No tuvo que fingir la mirada de odio que lanzó al SS que estaba apostado frente a la barrera. Inspiró hondo y sus fosas nasales se dilataron. Cuando pensaba que les iba a dar el alto, el soldado volvió junto a la garita y tiró de una cuerda que sobresalía del extremo de la barrera. Esta, con un lento pero suave movimiento que le pareció de ensueño, comenzó a levantarse.

No se atrevió ni a mirar a sus compañeros. Gienek pisó el acelerador y él se sentó, intentando aparentar un porte ofendido. Al pasar al lado de los soldados ambos le saludaron. Él les devolvió el gesto alzando su mano derecha con condescendencia, pero manteniendo su rostro pétreo y poniendo una mueca de asco. Solo cuando hubieron recorrido casi cien metros, Gienek se atrevió a mirar por el retrovisor. Les anunció que la barrera había bajado de nuevo, ¡y que nadie les seguía!

—¡¡¡Sí!!! —exclamó el conductor, golpeando el volante—. ¡Somos libres!

—¡Lo hemos conseguido! —canturreó Kazimierz, palmeándole en el hombro y abrazando a Leon—. ¡Lo hemos conseguido!

Él sintió ganas de llorar de alegría. Se dio la vuelta y vio a Leon, que le miraba sonriente, lo que fue suficiente para hacerle pensar que merecía la pena luchar, llevar a cabo empresas como esa, aunque pareciesen una locura. Por primera vez desde que había comenzado la guerra, y especialmente desde que les habían delatado y detenido, se sintió feliz.
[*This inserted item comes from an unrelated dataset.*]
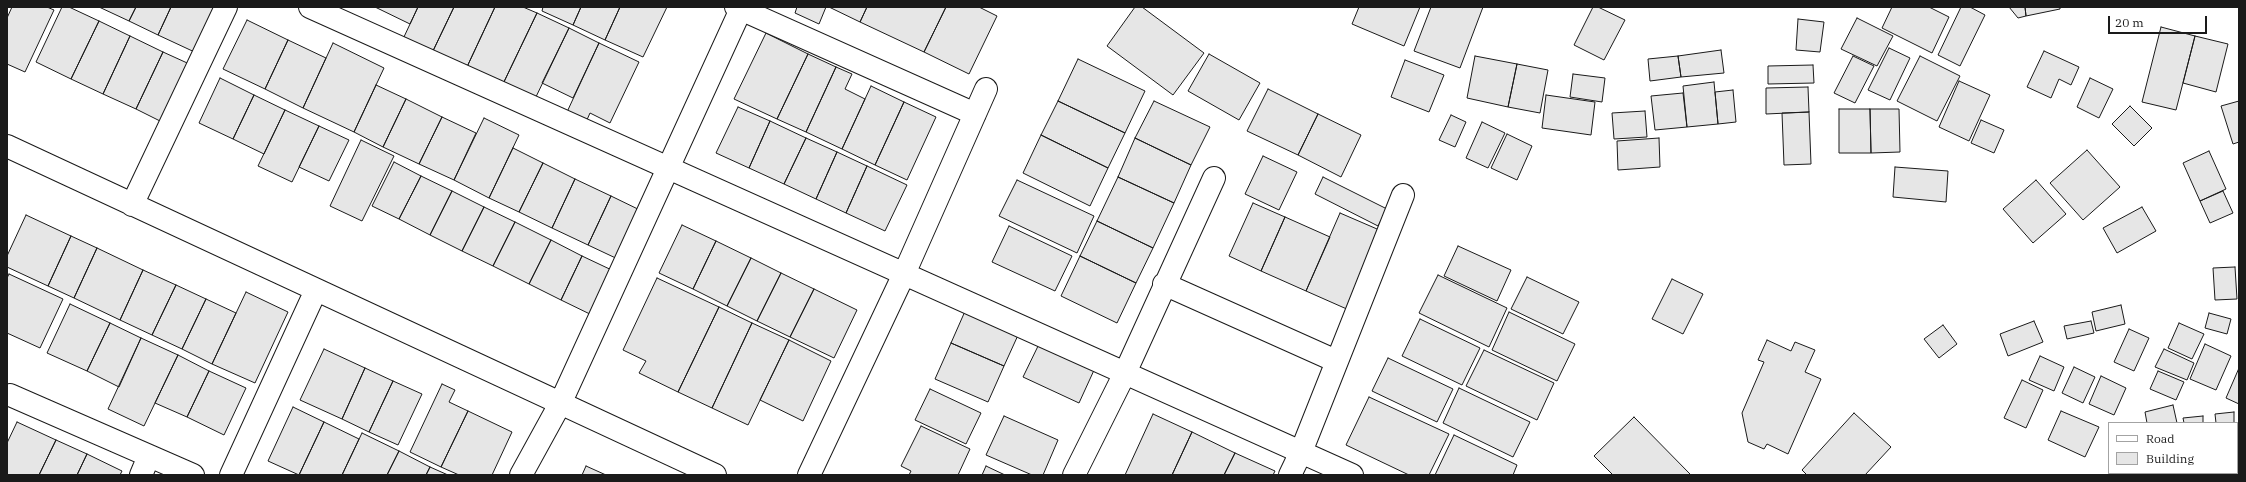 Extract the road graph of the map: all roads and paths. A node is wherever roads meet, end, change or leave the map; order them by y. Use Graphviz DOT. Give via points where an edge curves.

Ese sentimiento duró los escasos segundos que tardó en volver a ver a su hijo. Este había vuelto a perder el color del rostro y miraba hacia delante. Haciéndose daño en el cuello por la brusquedad del movimiento, se giró y sintió como si el mundo se abriera bajo sus pies. Un vehículo se acercaba de frente con varios oficiales nazis en su interior. Dos de ellos estaban de pie, apuntándoles con sus ametralladoras.